Abdulkadir Selvi'nin yazısının iligli kısmı şöyle:

"MHP Genel Başkanı Devlet Bahçeli, yaptığı açıklamalarla, aldığı kararlarla siyasetin yönünü değiştirebilen liderlerden birisi.

O nedenle İYİ Parti Genel Başkanı Meral Akşener’e yaptığı “Evine dön” çağrısı siyasi kulisleri hareketlendirdi.

Bahçeli’nin çağrısı üzerine birbirine zıt yorumlar yapıldı.

Bir kesim, “Bahçeli, Akşener’i MHP’ye davet ediyor” dedi.

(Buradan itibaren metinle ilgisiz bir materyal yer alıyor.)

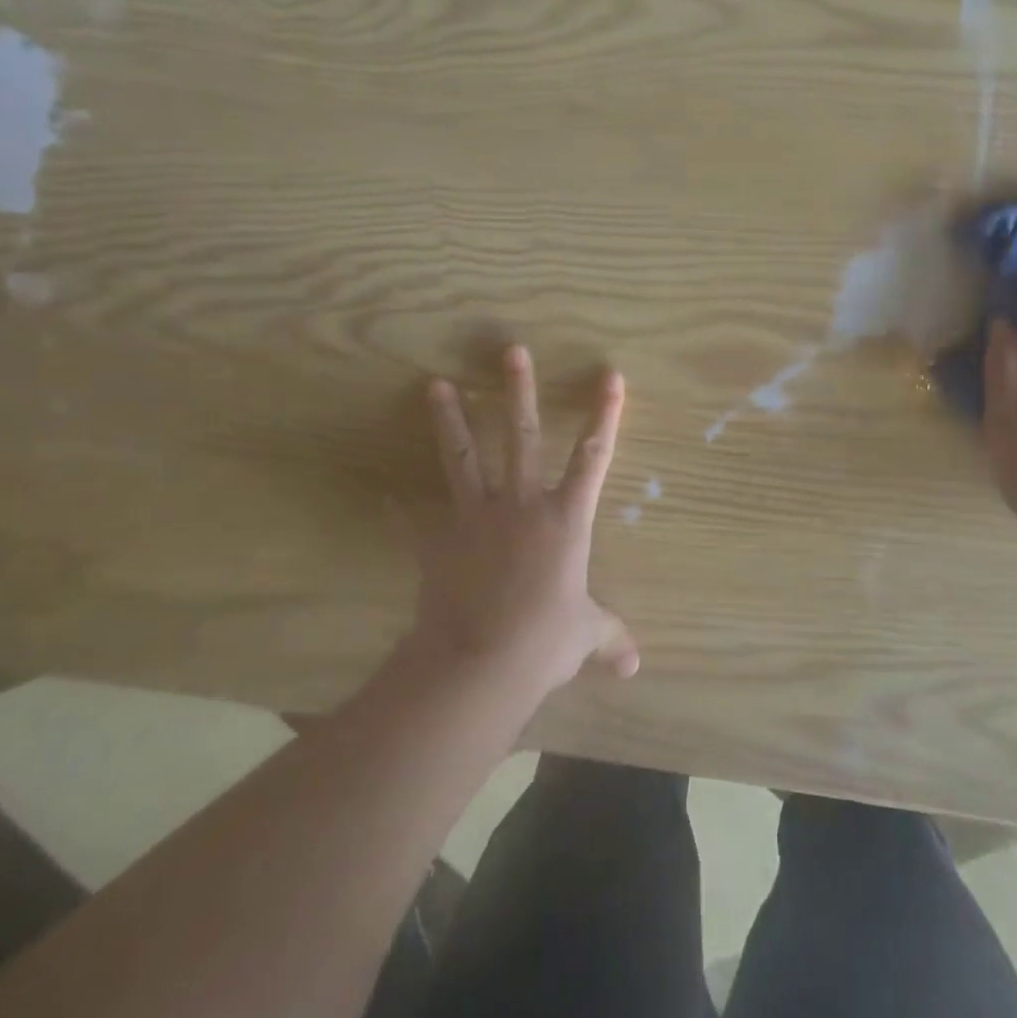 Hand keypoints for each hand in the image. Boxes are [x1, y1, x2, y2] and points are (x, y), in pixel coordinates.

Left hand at [418, 345, 637, 693]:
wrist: (481, 662)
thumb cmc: (544, 641)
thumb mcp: (584, 637)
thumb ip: (609, 638)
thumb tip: (635, 666)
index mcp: (564, 519)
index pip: (593, 457)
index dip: (605, 415)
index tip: (610, 376)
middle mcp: (521, 504)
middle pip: (521, 436)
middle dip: (518, 391)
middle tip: (511, 351)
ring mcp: (476, 517)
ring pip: (464, 457)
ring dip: (451, 419)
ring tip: (435, 384)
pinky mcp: (438, 540)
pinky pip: (413, 519)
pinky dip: (397, 508)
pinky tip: (381, 494) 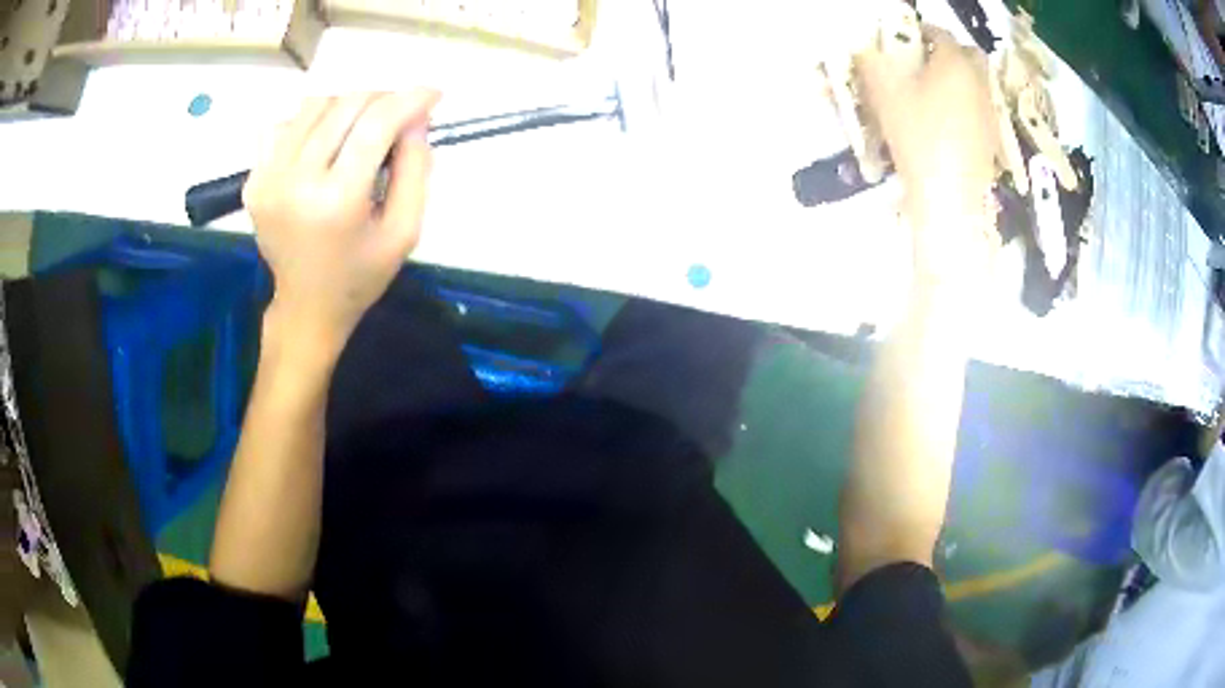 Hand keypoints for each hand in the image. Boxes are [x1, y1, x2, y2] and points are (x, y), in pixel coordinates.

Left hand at [244, 90, 440, 356]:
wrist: (306, 306)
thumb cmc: (361, 274)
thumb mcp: (406, 231)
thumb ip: (416, 169)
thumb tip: (416, 116)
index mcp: (337, 201)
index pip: (376, 123)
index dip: (410, 99)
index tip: (433, 94)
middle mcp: (296, 181)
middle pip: (345, 104)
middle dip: (382, 98)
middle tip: (399, 115)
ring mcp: (267, 178)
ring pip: (314, 105)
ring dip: (346, 106)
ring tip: (361, 128)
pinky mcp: (253, 180)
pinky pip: (283, 124)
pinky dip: (309, 122)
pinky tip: (321, 144)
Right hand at [859, 30, 1001, 290]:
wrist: (951, 198)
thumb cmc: (919, 137)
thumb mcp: (884, 93)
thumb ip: (871, 62)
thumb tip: (864, 47)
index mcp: (955, 62)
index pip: (938, 32)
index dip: (918, 32)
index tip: (902, 41)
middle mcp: (979, 81)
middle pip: (967, 55)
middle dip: (948, 53)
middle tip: (924, 65)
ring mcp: (991, 111)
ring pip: (976, 82)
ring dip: (958, 80)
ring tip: (933, 95)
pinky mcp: (994, 138)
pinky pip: (981, 109)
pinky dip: (967, 107)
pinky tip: (948, 124) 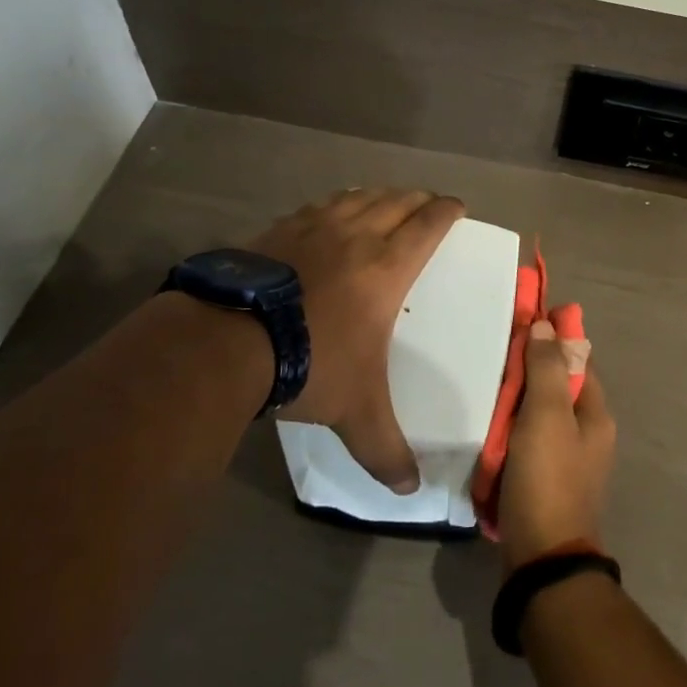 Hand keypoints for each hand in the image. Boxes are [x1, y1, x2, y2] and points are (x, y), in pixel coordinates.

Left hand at [249, 188, 463, 493]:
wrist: (229, 340)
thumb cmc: (310, 364)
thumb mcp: (355, 412)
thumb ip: (385, 449)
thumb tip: (412, 491)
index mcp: (387, 268)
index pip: (428, 225)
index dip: (447, 211)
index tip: (457, 206)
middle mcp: (357, 236)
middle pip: (397, 202)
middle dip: (418, 199)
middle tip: (428, 203)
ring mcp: (314, 227)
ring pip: (358, 197)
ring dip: (379, 196)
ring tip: (385, 201)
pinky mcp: (279, 229)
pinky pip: (319, 205)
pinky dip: (336, 204)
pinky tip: (330, 213)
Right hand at [498, 320, 615, 569]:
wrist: (541, 560)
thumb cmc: (548, 479)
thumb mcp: (547, 417)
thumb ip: (547, 370)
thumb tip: (546, 326)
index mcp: (596, 414)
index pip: (577, 359)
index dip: (553, 338)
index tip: (521, 321)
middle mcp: (587, 433)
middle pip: (557, 386)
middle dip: (528, 370)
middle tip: (493, 354)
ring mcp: (566, 459)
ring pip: (539, 413)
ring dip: (516, 400)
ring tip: (483, 383)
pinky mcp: (544, 480)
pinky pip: (526, 440)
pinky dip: (509, 429)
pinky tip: (486, 423) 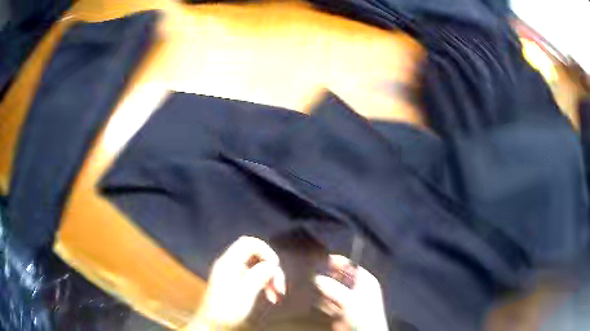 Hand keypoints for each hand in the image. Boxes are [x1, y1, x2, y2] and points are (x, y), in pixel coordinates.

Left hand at [187, 236, 285, 329]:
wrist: (212, 324)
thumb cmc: (225, 311)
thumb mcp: (244, 294)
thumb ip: (258, 277)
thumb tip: (271, 264)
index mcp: (228, 263)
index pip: (248, 243)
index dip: (265, 250)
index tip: (275, 265)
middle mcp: (230, 265)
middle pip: (256, 255)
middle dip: (270, 268)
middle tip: (280, 286)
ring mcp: (233, 273)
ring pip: (257, 266)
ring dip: (270, 278)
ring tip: (278, 294)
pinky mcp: (237, 282)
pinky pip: (255, 276)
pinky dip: (265, 284)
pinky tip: (271, 297)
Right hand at [315, 255, 387, 330]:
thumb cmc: (363, 313)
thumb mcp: (349, 299)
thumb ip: (333, 288)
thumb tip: (317, 278)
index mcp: (365, 281)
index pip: (352, 266)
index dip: (340, 262)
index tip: (325, 258)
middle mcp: (357, 289)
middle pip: (341, 278)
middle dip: (329, 276)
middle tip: (314, 272)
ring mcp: (349, 300)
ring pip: (334, 291)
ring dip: (323, 289)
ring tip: (310, 285)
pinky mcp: (341, 311)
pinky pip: (330, 303)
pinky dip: (322, 301)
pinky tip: (314, 299)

Bir kesim, “Bahçeli, İYİ Parti’yi ‘cumhur ittifakı’na davet ediyor” yorumunu yaptı.

Bir kesim ise “Bahçeli, Akşener’e ‘Git evinde otur’ diyor” dedi.

Meral Akşener ise olayı siyasi magazine benzetti.

Bahçeli’nin çağrısı hakkında nabız tutmak için İYİ Parti kulislerini yokladım. Bahçeli’nin bu çağrıyı yapmadan önce her yönüyle değerlendirdiğini, hesap kitap yaptığını düşünüyorlar.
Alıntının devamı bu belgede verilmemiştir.